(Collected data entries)

========

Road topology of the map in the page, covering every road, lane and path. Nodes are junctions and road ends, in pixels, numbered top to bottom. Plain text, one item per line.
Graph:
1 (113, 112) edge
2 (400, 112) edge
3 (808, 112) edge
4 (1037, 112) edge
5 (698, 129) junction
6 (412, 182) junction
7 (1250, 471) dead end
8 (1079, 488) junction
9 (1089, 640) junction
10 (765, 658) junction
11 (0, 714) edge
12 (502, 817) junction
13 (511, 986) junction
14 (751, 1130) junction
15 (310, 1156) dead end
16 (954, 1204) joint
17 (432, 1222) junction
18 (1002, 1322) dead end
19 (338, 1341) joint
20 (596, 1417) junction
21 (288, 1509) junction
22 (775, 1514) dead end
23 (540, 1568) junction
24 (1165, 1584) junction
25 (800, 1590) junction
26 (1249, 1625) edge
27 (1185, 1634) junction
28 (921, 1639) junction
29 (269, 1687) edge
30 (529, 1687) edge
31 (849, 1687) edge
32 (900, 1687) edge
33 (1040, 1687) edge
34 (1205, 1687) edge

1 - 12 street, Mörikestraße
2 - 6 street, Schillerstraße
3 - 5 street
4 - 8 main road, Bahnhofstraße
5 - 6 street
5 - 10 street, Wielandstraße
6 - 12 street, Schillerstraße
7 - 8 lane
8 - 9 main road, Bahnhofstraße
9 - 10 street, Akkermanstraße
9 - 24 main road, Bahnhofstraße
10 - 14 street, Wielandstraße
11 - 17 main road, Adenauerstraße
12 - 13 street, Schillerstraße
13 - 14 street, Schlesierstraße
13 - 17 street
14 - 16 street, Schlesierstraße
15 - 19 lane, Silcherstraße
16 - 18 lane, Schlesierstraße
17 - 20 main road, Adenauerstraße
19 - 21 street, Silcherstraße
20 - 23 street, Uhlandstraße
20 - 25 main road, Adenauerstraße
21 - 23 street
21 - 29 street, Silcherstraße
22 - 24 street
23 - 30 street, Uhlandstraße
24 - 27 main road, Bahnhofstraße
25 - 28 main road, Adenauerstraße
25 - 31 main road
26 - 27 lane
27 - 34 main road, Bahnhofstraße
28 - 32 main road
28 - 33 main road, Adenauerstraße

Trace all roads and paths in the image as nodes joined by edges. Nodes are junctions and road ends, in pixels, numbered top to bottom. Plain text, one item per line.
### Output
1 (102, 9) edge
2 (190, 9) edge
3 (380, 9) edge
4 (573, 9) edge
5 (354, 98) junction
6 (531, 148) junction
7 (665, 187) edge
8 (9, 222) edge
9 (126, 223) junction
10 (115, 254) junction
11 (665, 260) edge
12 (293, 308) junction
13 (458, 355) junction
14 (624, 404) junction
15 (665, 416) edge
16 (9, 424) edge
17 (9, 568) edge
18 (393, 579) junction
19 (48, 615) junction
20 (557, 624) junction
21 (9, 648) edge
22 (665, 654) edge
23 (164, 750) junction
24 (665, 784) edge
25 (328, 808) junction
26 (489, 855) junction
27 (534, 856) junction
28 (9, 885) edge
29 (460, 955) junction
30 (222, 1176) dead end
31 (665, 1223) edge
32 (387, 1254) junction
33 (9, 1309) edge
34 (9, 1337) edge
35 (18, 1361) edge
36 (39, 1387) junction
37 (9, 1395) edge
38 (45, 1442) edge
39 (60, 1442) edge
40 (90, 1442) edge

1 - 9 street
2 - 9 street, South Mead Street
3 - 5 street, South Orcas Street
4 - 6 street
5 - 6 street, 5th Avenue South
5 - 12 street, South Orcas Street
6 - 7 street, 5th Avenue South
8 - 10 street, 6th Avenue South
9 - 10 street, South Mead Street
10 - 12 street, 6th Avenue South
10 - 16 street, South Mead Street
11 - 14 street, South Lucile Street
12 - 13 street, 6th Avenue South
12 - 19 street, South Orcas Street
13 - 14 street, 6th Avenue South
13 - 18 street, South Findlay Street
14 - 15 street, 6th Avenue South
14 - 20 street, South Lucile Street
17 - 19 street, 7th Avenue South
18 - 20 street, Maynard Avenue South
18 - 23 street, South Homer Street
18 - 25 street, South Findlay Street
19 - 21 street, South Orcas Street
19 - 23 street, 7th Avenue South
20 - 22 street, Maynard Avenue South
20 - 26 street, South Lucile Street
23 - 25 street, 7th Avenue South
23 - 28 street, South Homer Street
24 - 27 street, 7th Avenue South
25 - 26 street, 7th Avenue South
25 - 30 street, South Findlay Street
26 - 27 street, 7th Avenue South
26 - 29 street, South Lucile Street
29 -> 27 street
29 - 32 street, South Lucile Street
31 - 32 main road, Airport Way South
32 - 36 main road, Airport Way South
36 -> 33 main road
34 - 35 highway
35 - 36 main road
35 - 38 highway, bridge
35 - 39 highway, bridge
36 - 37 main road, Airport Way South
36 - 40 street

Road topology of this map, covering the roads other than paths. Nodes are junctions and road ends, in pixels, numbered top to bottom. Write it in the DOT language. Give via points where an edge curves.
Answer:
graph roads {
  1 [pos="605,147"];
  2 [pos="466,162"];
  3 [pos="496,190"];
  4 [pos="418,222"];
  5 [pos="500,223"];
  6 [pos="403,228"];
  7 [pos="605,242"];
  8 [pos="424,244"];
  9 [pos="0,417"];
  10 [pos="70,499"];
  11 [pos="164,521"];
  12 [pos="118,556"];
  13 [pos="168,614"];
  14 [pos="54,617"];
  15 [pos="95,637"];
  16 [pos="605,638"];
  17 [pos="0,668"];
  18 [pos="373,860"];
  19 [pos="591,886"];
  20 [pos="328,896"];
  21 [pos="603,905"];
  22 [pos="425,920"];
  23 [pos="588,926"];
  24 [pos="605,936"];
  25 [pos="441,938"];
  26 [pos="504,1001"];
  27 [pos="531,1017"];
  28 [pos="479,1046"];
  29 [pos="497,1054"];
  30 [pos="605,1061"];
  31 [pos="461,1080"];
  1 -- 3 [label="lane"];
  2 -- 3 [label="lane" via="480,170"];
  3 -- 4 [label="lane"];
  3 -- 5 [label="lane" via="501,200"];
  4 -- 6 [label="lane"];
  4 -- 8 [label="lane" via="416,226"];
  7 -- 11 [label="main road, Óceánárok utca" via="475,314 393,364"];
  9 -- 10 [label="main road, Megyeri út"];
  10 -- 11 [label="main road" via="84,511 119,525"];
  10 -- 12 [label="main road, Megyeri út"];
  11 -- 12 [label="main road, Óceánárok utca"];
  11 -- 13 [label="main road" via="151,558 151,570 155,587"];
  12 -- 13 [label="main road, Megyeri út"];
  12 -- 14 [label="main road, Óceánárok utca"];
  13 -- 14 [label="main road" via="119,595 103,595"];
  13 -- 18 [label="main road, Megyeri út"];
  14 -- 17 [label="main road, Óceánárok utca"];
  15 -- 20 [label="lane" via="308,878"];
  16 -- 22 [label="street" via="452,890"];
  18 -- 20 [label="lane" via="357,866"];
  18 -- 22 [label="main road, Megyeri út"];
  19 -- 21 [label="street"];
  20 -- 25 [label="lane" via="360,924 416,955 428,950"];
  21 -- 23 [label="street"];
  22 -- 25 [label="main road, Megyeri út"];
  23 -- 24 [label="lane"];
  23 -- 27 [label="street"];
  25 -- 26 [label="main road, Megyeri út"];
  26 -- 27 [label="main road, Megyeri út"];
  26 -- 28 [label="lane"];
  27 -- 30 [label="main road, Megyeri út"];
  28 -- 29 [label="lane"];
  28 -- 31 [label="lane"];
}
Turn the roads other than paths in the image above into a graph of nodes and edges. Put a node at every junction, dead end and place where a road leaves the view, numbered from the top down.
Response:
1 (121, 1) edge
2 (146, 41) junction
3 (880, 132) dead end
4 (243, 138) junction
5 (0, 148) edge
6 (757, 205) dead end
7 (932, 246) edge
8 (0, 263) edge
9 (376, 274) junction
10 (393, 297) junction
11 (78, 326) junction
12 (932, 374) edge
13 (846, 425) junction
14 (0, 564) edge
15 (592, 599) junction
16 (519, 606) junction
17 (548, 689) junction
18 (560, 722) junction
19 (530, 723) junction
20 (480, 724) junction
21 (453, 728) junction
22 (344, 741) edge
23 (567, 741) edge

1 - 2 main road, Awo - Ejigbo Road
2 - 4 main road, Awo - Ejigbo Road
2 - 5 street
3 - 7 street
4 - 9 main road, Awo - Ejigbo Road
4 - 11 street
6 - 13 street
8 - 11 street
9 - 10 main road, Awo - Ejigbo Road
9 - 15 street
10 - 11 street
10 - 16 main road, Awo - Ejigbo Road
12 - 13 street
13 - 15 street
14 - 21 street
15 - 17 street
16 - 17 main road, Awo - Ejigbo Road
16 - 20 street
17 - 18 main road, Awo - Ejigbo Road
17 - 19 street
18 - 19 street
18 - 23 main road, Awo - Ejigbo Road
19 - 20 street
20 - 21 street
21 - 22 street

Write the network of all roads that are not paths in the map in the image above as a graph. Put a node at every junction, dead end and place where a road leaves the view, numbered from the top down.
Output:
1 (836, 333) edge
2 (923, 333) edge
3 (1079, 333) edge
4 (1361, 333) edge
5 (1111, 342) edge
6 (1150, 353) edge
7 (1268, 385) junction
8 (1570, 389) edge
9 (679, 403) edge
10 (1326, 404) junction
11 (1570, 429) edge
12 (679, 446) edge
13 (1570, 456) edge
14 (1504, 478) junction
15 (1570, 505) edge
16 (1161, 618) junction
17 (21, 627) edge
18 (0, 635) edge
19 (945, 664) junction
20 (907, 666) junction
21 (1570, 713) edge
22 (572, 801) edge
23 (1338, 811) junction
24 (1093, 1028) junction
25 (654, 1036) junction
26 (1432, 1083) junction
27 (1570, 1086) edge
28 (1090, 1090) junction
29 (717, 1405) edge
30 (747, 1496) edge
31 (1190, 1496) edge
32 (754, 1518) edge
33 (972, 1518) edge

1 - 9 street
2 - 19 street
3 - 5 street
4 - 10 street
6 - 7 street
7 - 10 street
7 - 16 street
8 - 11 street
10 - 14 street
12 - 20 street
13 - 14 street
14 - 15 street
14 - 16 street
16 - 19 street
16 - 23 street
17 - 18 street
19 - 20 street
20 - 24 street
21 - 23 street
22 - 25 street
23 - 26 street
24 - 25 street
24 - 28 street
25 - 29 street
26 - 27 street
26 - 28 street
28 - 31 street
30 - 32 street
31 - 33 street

========

§ Exercise:
Using the data above, extract exactly the lines from the one that holds "Turn the roads" to the one that holds "Write the network", both ends included, and no others.

§ Reply:
Turn the roads other than paths in the image above into a graph of nodes and edges. Put a node at every junction, dead end and place where a road leaves the view, numbered from the top down.
Response:
1 (121, 1) edge
2 (146, 41) junction
3 (880, 132) dead end
4 (243, 138) junction
5 (0, 148) edge
6 (757, 205) dead end
7 (932, 246) edge
8 (0, 263) edge
9 (376, 274) junction
10 (393, 297) junction
11 (78, 326) junction
12 (932, 374) edge
13 (846, 425) junction
14 (0, 564) edge
15 (592, 599) junction
16 (519, 606) junction
17 (548, 689) junction
18 (560, 722) junction
19 (530, 723) junction
20 (480, 724) junction
21 (453, 728) junction
22 (344, 741) edge
23 (567, 741) edge

1 - 2 main road, Awo - Ejigbo Road
2 - 4 main road, Awo - Ejigbo Road
2 - 5 street
3 - 7 street
4 - 9 main road, Awo - Ejigbo Road
4 - 11 street
6 - 13 street
8 - 11 street
9 - 10 main road, Awo - Ejigbo Road
9 - 15 street
10 - 11 street
10 - 16 main road, Awo - Ejigbo Road
12 - 13 street
13 - 15 street
14 - 21 street
15 - 17 street
16 - 17 main road, Awo - Ejigbo Road
16 - 20 street
17 - 18 main road, Awo - Ejigbo Road
17 - 19 street
18 - 19 street
18 - 23 main road, Awo - Ejigbo Road
19 - 20 street
20 - 21 street
21 - 22 street

Write the network of all roads that are not paths in the map in the image above as a graph. Put a node at every junction, dead end and place where a road leaves the view, numbered from the top down.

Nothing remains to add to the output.